There stands fair Daphne, changed to a laurel tree.
In the legends of the Silash Indians Mount Rainier has always been held as a place of superstitious regard. It was the refuge of the last man when the waters of Puget Sound swept inland, drowning every living thing except one man. Chased by the waves, he reached the summit, where he was standing waist deep in the water when the Tamanous, the god of the mountain, commanded the waters to recede. Slowly they receded, but the man had turned to stone. The Tamanous broke loose one of his ribs and changing it to a woman, stood it by his side, then waving his magic wand over the two, bade them to awake. Joyfully this strange Adam and Eve passed down the mountain side, where they made their home on the forested slopes. These were the first parents of the Silash Indians.
In the very center of the Cascade range stands another mountain of equal beauty, Mount St. Helens.

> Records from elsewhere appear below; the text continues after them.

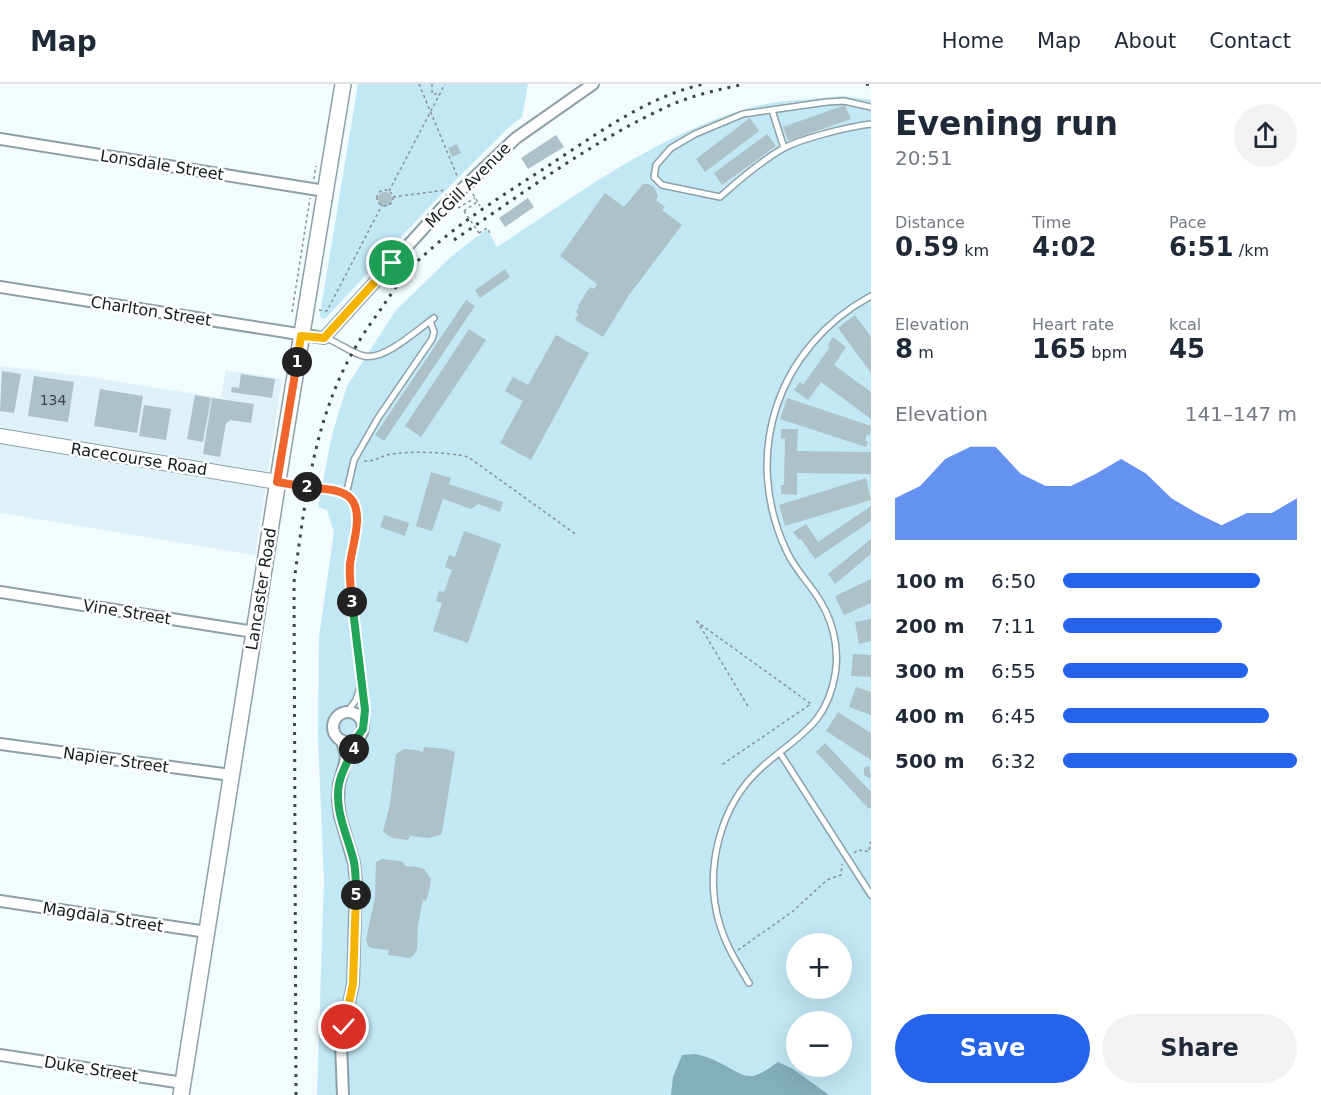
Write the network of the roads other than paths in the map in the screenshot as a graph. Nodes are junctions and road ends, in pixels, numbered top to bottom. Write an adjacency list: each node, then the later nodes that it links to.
1 (343, 84): 8 (main road, Lancaster Road)
2 (593, 84): 12 (street, McGill Avenue)
3 (871, 107): 4 (lane)
4 (772, 110): 7 (lane); 7 (lane)
5 (871, 124): 7 (lane)
6 (0, 139): 8 (street, Lonsdale Street)
7 (784, 148)
8 (325, 191): 11 (main road, Lancaster Road)
9 (0, 287): 11 (street, Charlton Street)
10 (871, 296): 24 (lane)
11 (301, 336): 12 (street); 14 (main road, Lancaster Road)
12 (324, 338): 15 (lane)
13 (0, 436): 14 (street, Racecourse Road)
14 (277, 482): 15 (lane); 17 (main road, Lancaster Road)
15 (346, 495): 18 (lane)
16 (0, 592): 17 (street, Vine Street)
17 (254, 632): 26 (main road, Lancaster Road)
18 (360, 686): 19 (lane); 20 (lane)
19 (347, 712): 20 (street); 22 (street)
20 (362, 724): 21 (street)
21 (355, 740): 22 (street); 25 (street)
22 (342, 741): 25 (street)
23 (0, 744): 26 (street, Napier Street)
24 (780, 753): 27 (lane); 30 (lane)
25 (345, 763): 33 (street)
26 (231, 775): 29 (main road, Lancaster Road)
27 (871, 895)
28 (0, 901): 29 (street, Magdala Street)
29 (207, 932): 32 (main road, Lancaster Road)
30 (748, 983)
31 (0, 1055): 32 (street, Duke Street)
32 (182, 1089)
33 (343, 1095)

Washington is the home of the genuine sea serpent. He makes his headquarters in Rock Lake, where he disports himself in the water, devouring every living thing that ventures into it or dares to come on the shore. Only a few years ago he swallowed an entire band of Indians.

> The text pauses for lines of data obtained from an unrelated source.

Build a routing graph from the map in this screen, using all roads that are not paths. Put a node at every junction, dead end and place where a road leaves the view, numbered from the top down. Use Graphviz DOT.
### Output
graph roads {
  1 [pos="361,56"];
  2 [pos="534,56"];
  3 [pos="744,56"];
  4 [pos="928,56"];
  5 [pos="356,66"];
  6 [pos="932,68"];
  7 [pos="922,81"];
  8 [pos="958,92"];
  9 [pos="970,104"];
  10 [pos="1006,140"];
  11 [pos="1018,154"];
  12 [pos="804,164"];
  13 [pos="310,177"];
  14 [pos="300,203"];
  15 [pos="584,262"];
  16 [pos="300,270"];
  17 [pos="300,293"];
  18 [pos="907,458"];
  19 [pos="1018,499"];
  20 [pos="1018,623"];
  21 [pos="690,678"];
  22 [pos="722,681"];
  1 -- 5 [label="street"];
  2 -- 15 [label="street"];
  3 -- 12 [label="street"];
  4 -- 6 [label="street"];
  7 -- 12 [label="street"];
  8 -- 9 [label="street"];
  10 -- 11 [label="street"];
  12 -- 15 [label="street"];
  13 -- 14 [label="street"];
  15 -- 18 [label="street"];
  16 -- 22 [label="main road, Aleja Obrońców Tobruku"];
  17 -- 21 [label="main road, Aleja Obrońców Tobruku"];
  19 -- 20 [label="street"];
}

Expansion seems to be the law of our national and commercial life. Beyond the placid Pacific are six hundred million people who want the things we produce. China and Japan furnish a market for our wheat. The cry now is for more ships to carry our produce to Asia, Australia, to islands of the Pacific and to Alaska, not to speak of the Philippines. Manila is the center of the great Asiatic ports, including those of British India and Australia. Our trade with the Orient is growing and Manila will make a fine distributing depot. These eastern countries use annually over eighty-six million dollars’ worth of cotton goods and nearly forty million dollars’ worth of iron and steel manufactures. This we can produce in this country as cheap if not cheaper than in any other country. Seattle is the best point from which to export, as the route is shorter than from San Francisco.

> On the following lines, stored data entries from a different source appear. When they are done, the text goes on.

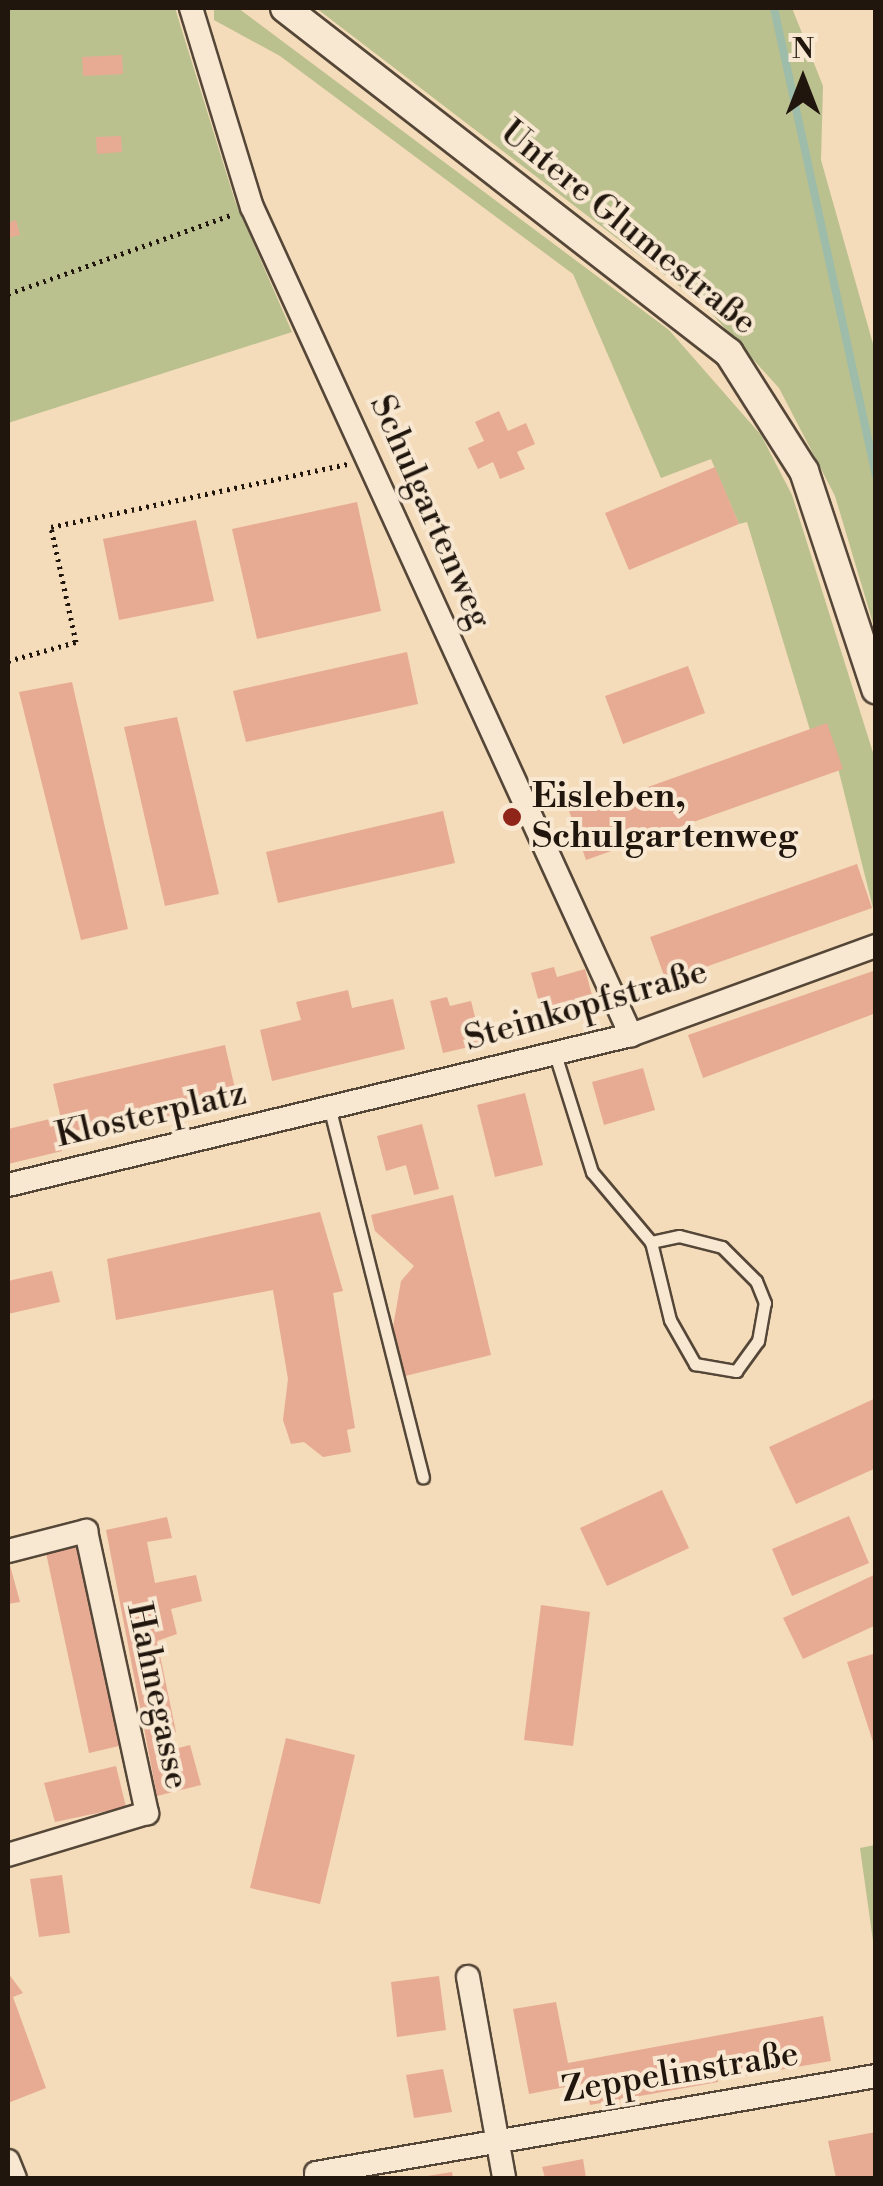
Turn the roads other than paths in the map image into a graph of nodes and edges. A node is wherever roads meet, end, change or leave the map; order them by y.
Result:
1 (191, 8) edge
2 (285, 8) edge
3 (876, 689) edge
4 (876, 946) edge
5 (631, 1035) junction
6 (555, 1054) junction
7 (320, 1112) junction
8 (8, 1185) edge
9 (651, 1242) junction
10 (423, 1477) dead end
11 (8, 1551) edge
12 (8, 1855) edge
13 (468, 1978) dead end
14 (876, 2076) edge
15 (497, 2139) junction
16 (8, 2162) edge
17 (316, 2174) dead end
18 (15, 2178) edge
19 (504, 2178) edge

1 - 5 street, Schulgartenweg
2 - 3 street, Untere Glumestraße
4 - 5 street, Steinkopfstraße
5 - 6 street, Steinkopfstraße
6 - 7 street, Steinkopfstraße
6 - 9 lane
7 - 8 street, Klosterplatz
7 - 10 lane
9 - 9 lane
11 - 12 street, Hahnegasse
13 - 15 street
14 - 15 street, Zeppelinstraße
15 - 17 street, Zeppelinstraße
15 - 19 street
16 - 18 street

The battleship Iowa is in dry dock here. I should liked to have been a marine myself and have stood behind one of those big guns when Cervera left the harbor of Santiago. And now I’d like to train that same gun on the anti-expansionist and send him to the bottom of the sea, there to sleep with the Spaniards and other useless things. Officers and marines alike are proud of their ship and delighted to explain the mechanism of the guns.
We took a steamer over to Tacoma one morning, where we had the pleasure of seeing the North Pacific steamship Glenogle, which had just arrived from Japan, unload her cargo. She brought two thousand tons of tea, over two thousand pounds of rice, two thousand and twelve bails of matting, two hundred and eighty-six bails of straw braid, one hundred and thirty-nine cases of porcelain, two hundred and eighty-five packages of curios, three thousand packages of bamboo ware, silk goods and a multitude of small articles made the load. She had forty Japanese passengers for this port, and left forty-five at Victoria.
STREET IN TACOMA, WASHINGTON.
The air was fragrant with the odor of roses and beautiful pinks.